Well, I'm neither a gun owner, nor do I want to own a gun, and I don't think evangelicals have any sort of mandate from God to spend a lot of energy fighting over this issue, but the more times I hear the "if even one new law saves one life" rationale, I think I'm going to scream.
We're fighting battles on catch phrases, slogans, and sound bites that we're not thinking through. And when you think this one through, you see that it doesn't make sense.
It may sound like it, since protecting human life is something governments and laws are supposed to do. But if it were true, it should apply in other cases, right? Meanwhile, most of the people who are spouting it in advocacy of more gun laws are... the same people who support abortion.

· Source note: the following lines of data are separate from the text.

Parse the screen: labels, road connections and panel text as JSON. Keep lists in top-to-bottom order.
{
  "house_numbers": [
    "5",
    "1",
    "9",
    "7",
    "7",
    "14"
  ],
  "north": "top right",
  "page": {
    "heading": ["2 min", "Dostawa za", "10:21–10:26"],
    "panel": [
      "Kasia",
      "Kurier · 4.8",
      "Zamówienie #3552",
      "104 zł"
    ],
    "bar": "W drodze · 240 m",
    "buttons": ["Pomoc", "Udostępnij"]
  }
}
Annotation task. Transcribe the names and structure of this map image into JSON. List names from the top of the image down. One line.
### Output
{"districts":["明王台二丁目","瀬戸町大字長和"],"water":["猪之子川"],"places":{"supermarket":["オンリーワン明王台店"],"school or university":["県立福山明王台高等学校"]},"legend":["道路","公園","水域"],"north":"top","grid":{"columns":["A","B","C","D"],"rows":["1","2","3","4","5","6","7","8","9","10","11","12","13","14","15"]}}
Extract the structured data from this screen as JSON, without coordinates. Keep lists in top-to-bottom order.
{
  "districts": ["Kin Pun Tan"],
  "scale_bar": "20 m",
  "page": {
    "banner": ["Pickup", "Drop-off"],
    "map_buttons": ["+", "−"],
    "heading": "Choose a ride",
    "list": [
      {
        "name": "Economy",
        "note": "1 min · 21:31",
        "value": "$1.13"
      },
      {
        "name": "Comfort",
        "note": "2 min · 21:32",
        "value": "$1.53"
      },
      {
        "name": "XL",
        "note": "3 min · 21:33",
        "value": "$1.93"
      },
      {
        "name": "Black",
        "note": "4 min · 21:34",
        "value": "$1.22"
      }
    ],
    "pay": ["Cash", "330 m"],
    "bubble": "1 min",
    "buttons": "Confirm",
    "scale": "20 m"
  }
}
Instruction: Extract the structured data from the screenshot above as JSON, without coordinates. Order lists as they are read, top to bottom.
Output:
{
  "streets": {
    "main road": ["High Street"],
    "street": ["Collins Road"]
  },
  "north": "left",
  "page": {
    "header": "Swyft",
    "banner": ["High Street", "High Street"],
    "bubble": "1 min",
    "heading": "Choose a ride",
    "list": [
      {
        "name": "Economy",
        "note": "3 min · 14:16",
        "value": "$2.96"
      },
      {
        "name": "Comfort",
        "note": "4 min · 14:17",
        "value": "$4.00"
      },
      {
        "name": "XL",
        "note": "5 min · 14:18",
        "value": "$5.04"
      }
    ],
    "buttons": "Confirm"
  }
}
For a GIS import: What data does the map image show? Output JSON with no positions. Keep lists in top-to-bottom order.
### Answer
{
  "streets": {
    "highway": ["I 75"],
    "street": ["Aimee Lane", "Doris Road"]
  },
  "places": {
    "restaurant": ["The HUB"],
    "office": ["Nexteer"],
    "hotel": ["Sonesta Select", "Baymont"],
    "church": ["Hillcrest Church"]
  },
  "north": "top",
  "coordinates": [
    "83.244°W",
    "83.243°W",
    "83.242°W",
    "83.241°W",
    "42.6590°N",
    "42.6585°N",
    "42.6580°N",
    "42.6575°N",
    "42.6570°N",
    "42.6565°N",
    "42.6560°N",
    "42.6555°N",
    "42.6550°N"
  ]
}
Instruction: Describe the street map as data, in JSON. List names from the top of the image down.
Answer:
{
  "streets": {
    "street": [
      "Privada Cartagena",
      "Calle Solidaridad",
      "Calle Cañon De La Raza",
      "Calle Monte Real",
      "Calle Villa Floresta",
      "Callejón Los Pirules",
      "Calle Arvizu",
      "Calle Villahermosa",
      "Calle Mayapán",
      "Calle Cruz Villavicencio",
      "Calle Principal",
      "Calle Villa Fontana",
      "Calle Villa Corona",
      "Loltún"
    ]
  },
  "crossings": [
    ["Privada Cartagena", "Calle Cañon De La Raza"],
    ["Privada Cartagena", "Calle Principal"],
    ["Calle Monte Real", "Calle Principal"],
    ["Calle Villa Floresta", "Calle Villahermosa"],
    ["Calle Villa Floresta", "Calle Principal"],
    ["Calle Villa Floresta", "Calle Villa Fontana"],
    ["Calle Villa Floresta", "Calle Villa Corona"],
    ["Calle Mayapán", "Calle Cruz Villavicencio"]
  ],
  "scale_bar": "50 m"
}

Think about it: each abortion takes a life. Not every gun that is shot is involved in hurting anything, let alone death. Hardly any gun owners, considering how many there are and how few of them use guns inappropriately, kill people with a gun. But each abortion is a human being's death.
Life, Laws, and Abortion
So, using the type of rationale that presumes more laws are good, as long as one life is saved by them, our society should be outlawing abortion, right? If more gun control laws that infringe on the rights of Americans to own guns will save even one life, which would make the new laws worthwhile, shouldn't the "rights" of women to kill their unborn offspring be secondary to the laws limiting a woman's freedom to pursue inconsequential sex so her baby could live?
Isn't that the corollary to "even if one new law saved a life, it would be worth it" in the abortion debate?
Of course, since it works to the advantage of pro-lifers, perhaps gun advocates should re-think their opposition to more gun laws. But the fact is, "even if one new law saved a life" needs to be balanced against the wider scope - pardon the pun - of civil rights and basic morality. In the case of gun rights, since so few guns are involved in the horrific crimes that have captured our nation's emotions, and since so many gun owners act responsibly with the weapons they own, curbing gun violence has more to do with societal attitudes towards violence and conflict resolution than more legislation.
In terms of abortion, it's not just one life that is saved by making abortion illegal, but millions. And it's not a mother's rights to irresponsible sex that government needs to protect, but the right of life that begins at conception to make it through birth alive. Since the mother is opting for murder, the state needs to protect innocent life.
This is the logic behind gun rights advocates resisting more gun control, and pro-life advocates working to save the unborn. Not "even if one new law saved a life."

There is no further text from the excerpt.